WB DOES NOT AFFECT THE AMOUNT OF AMBIENT LIGHT ABSORBED....only aperture, shutterspeed and ISO do, you can play around with WB but this would just affect the way your camera interprets the tones....once again trying to manually set your WB for each photo in a club with a different mood lights, laser beams and in a very dark environment is pointless, just shoot in auto and if you must correct something, do it in PP.

those 2 shots are a result of high ISO and slow shutter, period....if he wants different results he just has to play around with those settings....the blue tint on the subjects is probably due to the light source facing them, as you can see the laser beams on their faces.... @iso1600 and 1/10th of a sec shutter speed, dude is picking up all the ambient light thats bleeding on to the subject.

i googled for you guys.

"can white balance affect my nightclub photography"
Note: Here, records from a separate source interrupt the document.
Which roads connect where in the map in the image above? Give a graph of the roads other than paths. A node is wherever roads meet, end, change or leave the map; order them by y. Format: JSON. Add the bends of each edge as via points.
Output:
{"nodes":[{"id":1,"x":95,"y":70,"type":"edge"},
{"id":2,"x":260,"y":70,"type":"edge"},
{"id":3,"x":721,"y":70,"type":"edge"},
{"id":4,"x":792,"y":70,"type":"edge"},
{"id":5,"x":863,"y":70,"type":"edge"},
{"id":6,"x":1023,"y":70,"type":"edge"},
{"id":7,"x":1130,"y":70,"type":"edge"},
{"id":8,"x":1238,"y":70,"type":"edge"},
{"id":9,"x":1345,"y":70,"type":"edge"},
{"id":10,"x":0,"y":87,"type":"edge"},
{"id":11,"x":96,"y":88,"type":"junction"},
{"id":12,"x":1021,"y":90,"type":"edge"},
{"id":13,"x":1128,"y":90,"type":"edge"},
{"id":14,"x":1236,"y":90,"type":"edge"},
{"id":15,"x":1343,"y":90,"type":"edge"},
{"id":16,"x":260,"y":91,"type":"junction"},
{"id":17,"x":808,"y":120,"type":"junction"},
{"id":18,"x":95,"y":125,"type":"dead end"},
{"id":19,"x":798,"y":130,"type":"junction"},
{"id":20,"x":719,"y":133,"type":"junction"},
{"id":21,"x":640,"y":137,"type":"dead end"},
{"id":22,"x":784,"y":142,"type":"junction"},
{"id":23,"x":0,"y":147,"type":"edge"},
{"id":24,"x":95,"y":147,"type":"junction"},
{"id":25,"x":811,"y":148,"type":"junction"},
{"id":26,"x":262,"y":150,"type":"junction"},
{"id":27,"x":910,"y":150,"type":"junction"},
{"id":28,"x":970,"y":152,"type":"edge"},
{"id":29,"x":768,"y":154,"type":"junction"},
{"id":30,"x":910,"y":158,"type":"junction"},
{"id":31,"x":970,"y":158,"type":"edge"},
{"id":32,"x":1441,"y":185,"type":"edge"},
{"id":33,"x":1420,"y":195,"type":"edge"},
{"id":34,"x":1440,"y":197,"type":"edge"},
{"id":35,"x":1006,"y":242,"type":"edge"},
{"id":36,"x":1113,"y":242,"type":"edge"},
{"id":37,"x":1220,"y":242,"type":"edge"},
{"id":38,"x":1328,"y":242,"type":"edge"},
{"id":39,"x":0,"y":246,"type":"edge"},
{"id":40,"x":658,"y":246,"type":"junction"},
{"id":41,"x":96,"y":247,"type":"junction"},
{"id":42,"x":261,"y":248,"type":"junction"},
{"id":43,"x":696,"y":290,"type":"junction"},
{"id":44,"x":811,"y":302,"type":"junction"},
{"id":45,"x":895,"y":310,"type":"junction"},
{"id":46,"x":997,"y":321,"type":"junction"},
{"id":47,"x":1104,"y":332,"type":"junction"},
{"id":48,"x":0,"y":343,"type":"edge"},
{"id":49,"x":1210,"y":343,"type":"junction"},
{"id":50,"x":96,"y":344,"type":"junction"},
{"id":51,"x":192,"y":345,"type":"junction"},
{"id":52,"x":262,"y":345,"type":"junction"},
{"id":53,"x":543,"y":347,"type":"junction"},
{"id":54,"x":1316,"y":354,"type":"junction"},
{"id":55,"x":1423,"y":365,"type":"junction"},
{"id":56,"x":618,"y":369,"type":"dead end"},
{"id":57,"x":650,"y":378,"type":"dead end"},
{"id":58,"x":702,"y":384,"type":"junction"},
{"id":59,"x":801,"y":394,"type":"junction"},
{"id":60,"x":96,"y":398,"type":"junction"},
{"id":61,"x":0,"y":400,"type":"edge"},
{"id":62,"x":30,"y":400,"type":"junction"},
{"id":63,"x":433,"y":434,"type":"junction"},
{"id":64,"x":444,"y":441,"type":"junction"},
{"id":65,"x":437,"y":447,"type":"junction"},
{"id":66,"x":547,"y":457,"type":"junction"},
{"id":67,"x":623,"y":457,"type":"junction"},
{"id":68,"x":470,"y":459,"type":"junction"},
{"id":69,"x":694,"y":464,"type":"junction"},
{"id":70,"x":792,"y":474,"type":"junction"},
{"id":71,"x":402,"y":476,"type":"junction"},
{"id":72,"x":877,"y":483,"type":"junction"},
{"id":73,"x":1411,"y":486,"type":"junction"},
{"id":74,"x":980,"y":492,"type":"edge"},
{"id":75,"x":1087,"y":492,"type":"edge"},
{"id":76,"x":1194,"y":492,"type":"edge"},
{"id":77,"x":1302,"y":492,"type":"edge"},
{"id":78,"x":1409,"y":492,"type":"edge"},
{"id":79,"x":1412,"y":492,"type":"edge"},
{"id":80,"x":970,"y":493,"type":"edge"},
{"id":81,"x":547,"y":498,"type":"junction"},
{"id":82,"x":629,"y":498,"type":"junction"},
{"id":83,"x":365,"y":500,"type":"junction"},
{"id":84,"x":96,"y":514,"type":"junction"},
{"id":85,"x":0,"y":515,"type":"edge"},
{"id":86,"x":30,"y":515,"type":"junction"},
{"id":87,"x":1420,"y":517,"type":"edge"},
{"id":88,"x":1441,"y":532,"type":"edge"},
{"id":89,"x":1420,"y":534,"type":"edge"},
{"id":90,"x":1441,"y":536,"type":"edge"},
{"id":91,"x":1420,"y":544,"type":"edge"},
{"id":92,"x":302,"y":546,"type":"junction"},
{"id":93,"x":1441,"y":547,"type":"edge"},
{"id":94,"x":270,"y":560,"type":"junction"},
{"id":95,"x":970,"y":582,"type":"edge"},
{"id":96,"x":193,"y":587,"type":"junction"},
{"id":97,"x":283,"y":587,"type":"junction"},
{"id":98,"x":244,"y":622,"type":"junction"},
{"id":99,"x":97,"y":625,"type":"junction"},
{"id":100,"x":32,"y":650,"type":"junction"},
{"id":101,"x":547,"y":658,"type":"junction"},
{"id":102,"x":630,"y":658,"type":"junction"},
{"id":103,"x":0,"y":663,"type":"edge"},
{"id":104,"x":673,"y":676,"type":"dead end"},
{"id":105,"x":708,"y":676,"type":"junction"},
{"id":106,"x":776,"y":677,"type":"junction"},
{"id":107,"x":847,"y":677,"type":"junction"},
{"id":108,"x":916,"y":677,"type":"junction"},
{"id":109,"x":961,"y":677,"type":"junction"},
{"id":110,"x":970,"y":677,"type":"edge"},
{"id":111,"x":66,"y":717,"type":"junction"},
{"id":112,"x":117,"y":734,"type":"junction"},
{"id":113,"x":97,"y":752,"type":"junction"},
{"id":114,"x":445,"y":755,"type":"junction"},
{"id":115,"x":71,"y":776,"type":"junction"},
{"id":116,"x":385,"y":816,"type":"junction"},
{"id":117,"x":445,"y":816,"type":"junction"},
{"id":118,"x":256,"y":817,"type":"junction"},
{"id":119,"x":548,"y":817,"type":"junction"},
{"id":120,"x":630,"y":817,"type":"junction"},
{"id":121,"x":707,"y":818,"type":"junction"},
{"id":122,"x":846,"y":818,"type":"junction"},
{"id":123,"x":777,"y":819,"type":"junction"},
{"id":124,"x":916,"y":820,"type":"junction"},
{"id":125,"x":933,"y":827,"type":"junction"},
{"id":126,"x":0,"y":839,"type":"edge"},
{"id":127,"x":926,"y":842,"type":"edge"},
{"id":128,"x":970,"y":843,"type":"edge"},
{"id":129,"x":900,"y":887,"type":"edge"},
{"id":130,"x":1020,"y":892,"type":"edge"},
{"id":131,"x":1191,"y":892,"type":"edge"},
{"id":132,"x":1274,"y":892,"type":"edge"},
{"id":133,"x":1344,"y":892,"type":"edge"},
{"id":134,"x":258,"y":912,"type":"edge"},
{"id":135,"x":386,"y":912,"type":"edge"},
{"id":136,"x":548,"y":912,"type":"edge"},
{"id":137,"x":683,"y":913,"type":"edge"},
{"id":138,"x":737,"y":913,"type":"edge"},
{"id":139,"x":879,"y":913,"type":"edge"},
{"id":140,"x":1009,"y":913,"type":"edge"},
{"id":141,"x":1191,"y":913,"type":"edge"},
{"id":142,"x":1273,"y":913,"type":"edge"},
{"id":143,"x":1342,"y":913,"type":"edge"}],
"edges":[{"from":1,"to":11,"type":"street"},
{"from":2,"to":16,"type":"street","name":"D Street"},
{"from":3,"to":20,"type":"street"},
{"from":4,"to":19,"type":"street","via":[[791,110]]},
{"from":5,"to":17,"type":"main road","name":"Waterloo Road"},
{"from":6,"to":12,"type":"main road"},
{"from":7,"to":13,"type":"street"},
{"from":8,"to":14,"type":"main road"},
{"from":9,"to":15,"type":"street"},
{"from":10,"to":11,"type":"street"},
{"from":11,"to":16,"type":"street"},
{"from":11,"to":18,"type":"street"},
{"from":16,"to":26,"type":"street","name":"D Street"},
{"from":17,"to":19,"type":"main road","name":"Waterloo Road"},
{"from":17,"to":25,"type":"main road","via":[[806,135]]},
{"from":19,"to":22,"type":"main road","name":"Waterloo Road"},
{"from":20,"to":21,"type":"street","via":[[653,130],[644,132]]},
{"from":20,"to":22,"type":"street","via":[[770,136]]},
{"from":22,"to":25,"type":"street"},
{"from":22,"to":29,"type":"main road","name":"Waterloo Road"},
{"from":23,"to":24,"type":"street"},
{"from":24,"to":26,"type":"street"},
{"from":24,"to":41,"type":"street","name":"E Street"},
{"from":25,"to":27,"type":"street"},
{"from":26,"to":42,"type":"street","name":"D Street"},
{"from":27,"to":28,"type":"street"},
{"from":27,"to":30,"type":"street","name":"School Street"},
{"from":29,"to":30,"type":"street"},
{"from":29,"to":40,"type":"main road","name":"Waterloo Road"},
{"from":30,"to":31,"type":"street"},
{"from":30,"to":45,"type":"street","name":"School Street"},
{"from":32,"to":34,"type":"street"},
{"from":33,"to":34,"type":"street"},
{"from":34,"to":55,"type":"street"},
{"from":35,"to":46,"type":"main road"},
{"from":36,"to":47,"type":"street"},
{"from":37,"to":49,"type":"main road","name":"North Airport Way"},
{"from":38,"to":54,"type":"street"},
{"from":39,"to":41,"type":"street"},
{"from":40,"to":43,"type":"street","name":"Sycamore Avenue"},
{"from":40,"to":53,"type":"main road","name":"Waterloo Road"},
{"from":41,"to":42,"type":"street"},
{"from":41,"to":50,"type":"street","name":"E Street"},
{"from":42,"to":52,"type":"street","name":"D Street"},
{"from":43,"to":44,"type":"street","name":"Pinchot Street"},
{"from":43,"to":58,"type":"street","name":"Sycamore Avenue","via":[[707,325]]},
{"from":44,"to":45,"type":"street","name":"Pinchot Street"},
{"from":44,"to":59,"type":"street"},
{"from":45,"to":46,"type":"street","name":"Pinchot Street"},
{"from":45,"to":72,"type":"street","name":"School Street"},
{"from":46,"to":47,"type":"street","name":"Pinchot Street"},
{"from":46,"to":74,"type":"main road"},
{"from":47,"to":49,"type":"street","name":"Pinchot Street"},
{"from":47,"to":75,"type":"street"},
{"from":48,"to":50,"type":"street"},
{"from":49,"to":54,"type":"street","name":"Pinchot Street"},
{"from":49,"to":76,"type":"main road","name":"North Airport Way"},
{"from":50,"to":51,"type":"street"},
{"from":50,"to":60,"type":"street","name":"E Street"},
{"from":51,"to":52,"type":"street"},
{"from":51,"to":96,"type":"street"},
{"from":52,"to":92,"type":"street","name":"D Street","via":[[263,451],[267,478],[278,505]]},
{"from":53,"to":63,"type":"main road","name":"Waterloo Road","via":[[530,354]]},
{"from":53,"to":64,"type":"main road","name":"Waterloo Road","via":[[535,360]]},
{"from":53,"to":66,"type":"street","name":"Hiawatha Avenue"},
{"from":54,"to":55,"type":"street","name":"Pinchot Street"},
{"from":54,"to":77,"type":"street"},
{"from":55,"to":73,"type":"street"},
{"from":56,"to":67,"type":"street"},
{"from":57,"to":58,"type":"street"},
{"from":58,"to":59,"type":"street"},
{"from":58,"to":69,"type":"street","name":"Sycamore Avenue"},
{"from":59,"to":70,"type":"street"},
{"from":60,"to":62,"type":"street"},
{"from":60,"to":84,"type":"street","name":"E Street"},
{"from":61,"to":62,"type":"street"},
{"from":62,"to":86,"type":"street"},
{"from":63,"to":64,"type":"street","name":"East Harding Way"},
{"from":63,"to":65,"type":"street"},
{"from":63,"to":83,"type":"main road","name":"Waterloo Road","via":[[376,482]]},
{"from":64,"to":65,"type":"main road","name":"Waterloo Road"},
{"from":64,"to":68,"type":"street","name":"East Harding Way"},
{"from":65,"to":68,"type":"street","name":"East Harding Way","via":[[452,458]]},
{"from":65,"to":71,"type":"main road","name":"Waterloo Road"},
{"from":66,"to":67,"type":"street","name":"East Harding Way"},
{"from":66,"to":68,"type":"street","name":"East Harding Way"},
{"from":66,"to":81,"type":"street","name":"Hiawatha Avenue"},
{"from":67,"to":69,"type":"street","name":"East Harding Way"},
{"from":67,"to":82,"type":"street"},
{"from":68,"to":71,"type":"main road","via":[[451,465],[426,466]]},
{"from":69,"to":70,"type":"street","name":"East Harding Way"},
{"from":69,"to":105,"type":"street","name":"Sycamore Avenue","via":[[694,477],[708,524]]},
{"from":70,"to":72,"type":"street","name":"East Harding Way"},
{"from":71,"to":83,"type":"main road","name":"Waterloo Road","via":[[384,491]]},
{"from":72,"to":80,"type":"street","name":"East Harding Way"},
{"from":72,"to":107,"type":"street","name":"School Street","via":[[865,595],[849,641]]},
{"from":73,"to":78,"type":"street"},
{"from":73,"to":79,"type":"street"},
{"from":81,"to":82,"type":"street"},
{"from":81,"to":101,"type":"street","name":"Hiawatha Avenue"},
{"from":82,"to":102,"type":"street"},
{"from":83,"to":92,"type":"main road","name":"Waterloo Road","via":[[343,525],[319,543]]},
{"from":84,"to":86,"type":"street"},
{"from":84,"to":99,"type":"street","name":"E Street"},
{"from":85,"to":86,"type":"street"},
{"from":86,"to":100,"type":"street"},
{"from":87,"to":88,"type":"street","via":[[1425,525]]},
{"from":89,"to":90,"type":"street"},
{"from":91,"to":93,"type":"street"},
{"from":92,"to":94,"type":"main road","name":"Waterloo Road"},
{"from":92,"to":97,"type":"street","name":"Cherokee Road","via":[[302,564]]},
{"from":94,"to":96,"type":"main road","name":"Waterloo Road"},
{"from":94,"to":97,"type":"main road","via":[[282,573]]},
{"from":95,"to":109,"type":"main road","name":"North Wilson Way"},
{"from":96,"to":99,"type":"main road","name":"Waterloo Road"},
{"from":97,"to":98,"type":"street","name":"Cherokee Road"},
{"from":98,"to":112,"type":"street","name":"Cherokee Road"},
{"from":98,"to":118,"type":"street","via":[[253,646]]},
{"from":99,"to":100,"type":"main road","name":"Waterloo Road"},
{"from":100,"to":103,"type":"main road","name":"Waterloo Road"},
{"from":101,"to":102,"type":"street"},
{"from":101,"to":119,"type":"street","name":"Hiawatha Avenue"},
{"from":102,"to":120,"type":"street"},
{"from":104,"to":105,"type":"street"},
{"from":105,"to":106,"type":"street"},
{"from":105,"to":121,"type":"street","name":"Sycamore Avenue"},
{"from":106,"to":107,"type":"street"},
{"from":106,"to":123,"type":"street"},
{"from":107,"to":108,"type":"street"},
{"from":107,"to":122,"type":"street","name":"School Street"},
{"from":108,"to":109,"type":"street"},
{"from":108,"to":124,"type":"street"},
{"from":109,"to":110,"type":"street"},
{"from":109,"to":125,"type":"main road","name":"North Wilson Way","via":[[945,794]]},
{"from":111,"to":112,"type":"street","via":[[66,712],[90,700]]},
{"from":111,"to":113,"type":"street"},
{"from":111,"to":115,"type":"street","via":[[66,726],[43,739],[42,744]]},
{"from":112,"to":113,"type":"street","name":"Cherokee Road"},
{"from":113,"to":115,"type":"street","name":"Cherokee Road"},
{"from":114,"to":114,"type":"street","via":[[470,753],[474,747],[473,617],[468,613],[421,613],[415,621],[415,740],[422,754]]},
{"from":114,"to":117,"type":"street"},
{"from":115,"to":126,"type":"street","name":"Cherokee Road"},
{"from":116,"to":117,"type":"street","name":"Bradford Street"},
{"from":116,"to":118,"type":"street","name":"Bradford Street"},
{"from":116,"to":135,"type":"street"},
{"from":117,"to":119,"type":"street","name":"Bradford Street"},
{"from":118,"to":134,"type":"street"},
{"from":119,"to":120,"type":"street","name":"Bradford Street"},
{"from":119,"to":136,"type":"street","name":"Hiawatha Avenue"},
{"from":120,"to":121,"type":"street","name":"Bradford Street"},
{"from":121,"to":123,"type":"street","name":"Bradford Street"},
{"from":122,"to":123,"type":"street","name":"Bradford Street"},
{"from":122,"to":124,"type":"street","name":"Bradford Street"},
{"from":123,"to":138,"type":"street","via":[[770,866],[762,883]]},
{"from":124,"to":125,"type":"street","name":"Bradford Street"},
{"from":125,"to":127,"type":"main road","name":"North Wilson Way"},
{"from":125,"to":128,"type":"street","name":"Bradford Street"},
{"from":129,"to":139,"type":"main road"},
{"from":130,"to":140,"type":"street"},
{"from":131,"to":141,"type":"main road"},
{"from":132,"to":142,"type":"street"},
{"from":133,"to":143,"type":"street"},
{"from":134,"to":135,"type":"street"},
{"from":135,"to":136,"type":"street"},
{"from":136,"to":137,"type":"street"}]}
here is what i got back in some photographers blog....since i dont know what im talking about

Never mind your white balance
As lights are gonna be all over the place with different colors, I suggest you just leave your white balance set to auto mode. No matter how you custom-set your white balance, in a minute the lighting will change so you might as well leave it on auto and let the camera make the best guess for you (unless you’re in a consistently lit environment, in which case you can set your white balance as you please).

read more
http://www.thedphoto.com/photograph...raphy-tips-for-the-modestly-equipped-shooter/
 
Welp looks like we just posted two completely contradictory links. haha. I will go with what strobist said lol.